Protecting from Remote Access Breaches
Most businesses don't know what they've exposed to the Internet. Over the years businesses just get in the habit of running firewalls and routers with undocumented changes and modifications which are then able to open up ports and allow access to internal devices. Often by not applying manufacturer-recommended firmware and security updates, businesses allow additional vulnerabilities creating unwanted remote access.
Protection from unwanted remote access connections comes down to:
- Documenting and reviewing open ports
- Changing from default ports when possible
- Requiring encryption for all Internet-facing connections
- Disabling or renaming default user accounts
- Subscribing to manufacturer firmware updates
Following these five guidelines will keep remote access vulnerability to a minimum and reduce the likelihood of unauthorized data access.
Stop Social Engineering Attacks
Social engineering attacks are often thought of as digital attacks in the form of phishing. Despite security experts publishing guides to stop phishing attacks, like this one from Sophos, 30% of phishing emails are still opened by employees. Since phishing threats change daily, protection from phishing is more about user training and administrators fostering a healthy and persistent skepticism among their teams.
But what happens when employee skepticism comes up against their desire to deliver a positive customer service outcome, as it did with Twitter breach? The pressure of a convincing "customer" or "vendor" combined with a well-meaning service representative who wishes to positively represent their brand can create an opportunity for a bad actor to gain access to passwords or systems, just like they do using a digital phishing attack.
Limit exposure to social engineering attacks by:
- Creating and strictly adhering to solid policies and procedures for password management and system access
- Requiring approval for deviations from solid policies and procedures
- Hosting regular in-services to strength-train customer service representatives against bad actors
- Alerting employees and users to the latest social engineering methods
Like phishing attempts, verbal and in-person social engineering can be just as damaging to organizations and require training and guidelines to mitigate risks.

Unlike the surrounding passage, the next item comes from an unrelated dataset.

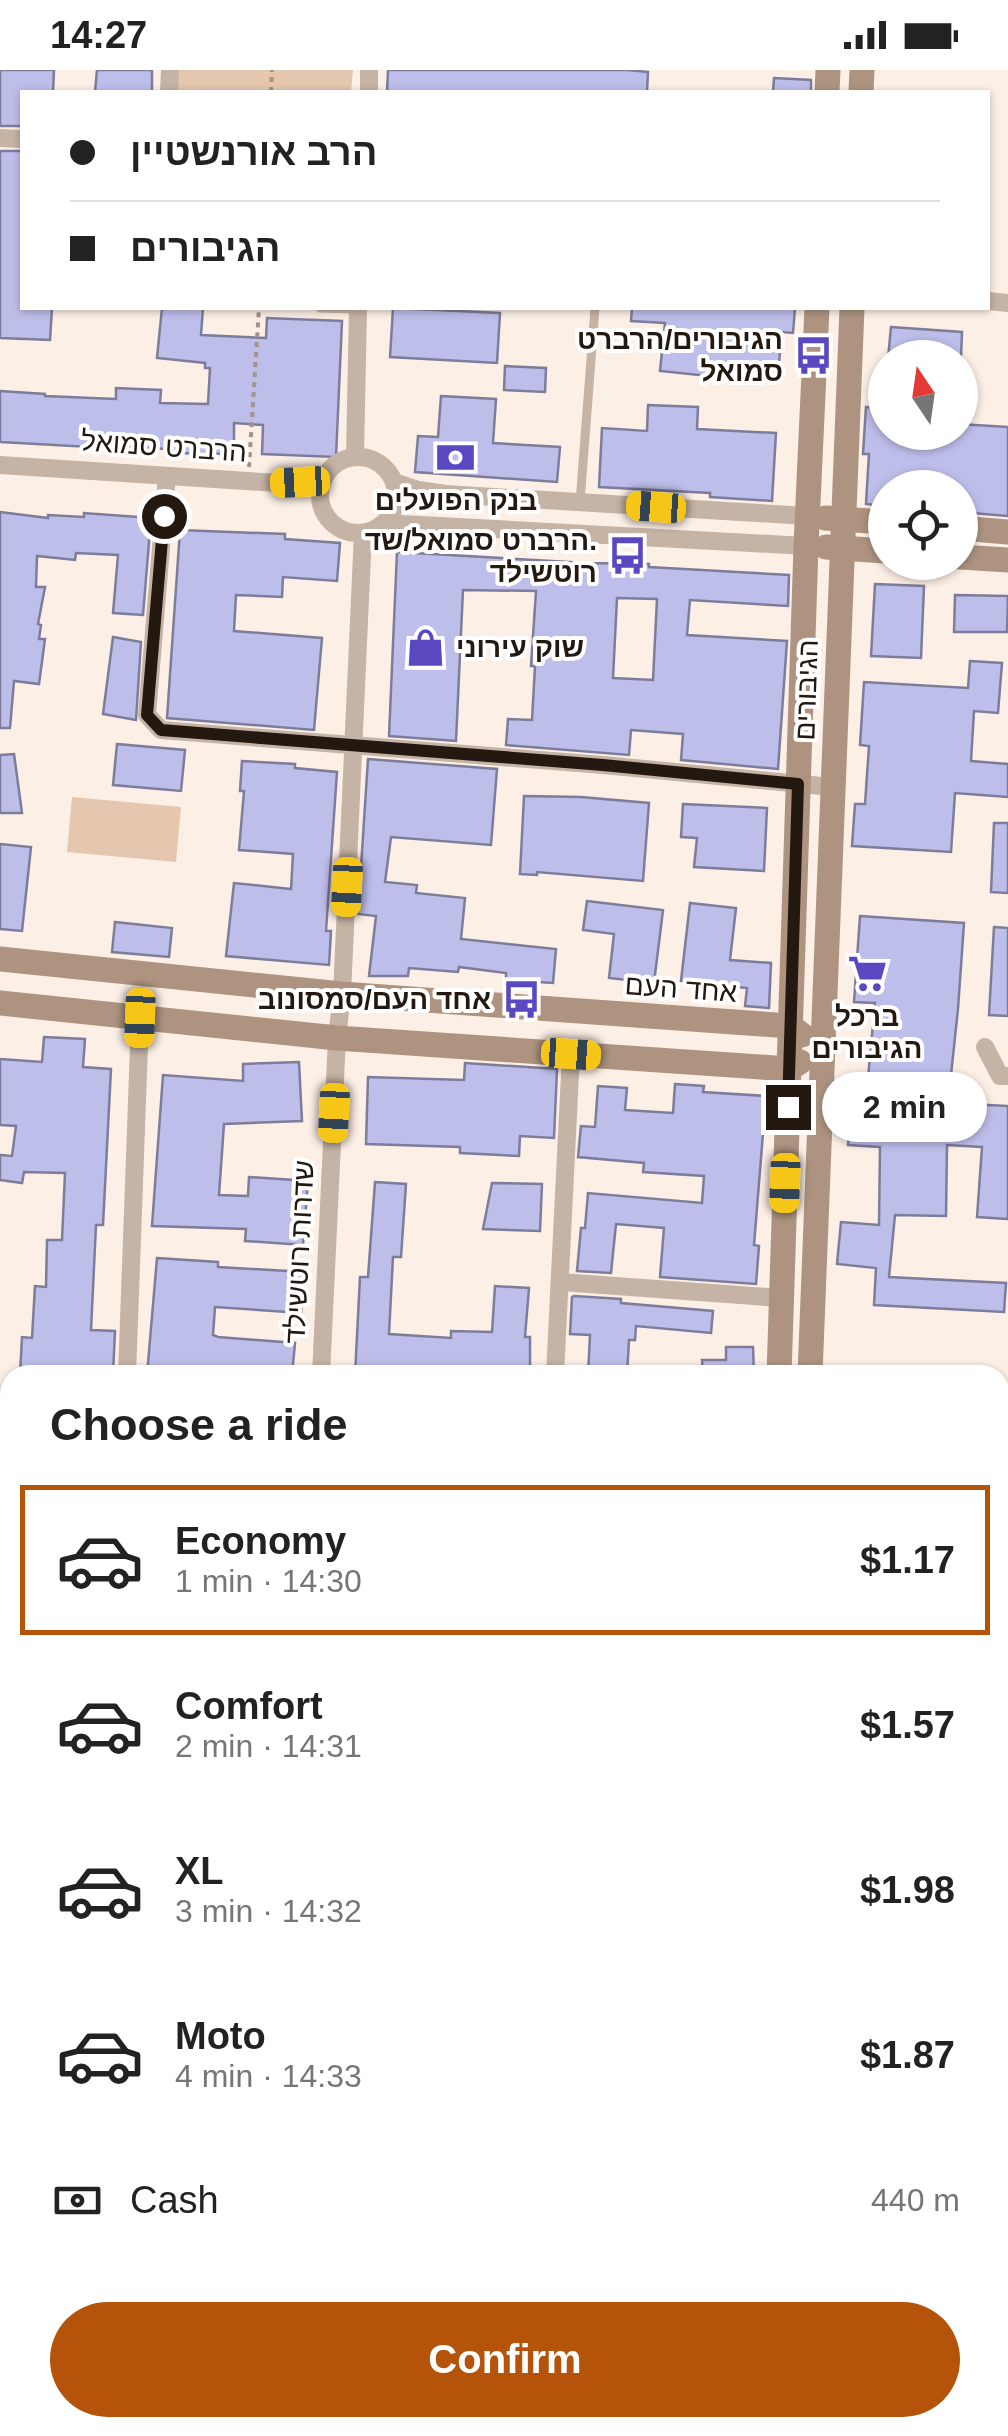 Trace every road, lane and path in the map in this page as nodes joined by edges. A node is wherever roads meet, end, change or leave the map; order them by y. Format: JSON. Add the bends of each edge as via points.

Cybersecurity is a complex topic. Empowering employees with enough access to effectively do their jobs while also establishing sufficient protections for company data and personal user data represents a constant business challenge. While it can be discouraging to see big names with huge security budgets suffering breaches, these incidents allow smaller businesses to analyze, learn, and take the necessary steps to help avoid experiencing such misfortune themselves. Small businesses are a smaller target, but they must be proactive and wary to avoid a breach since one of any size might prove too big to overcome.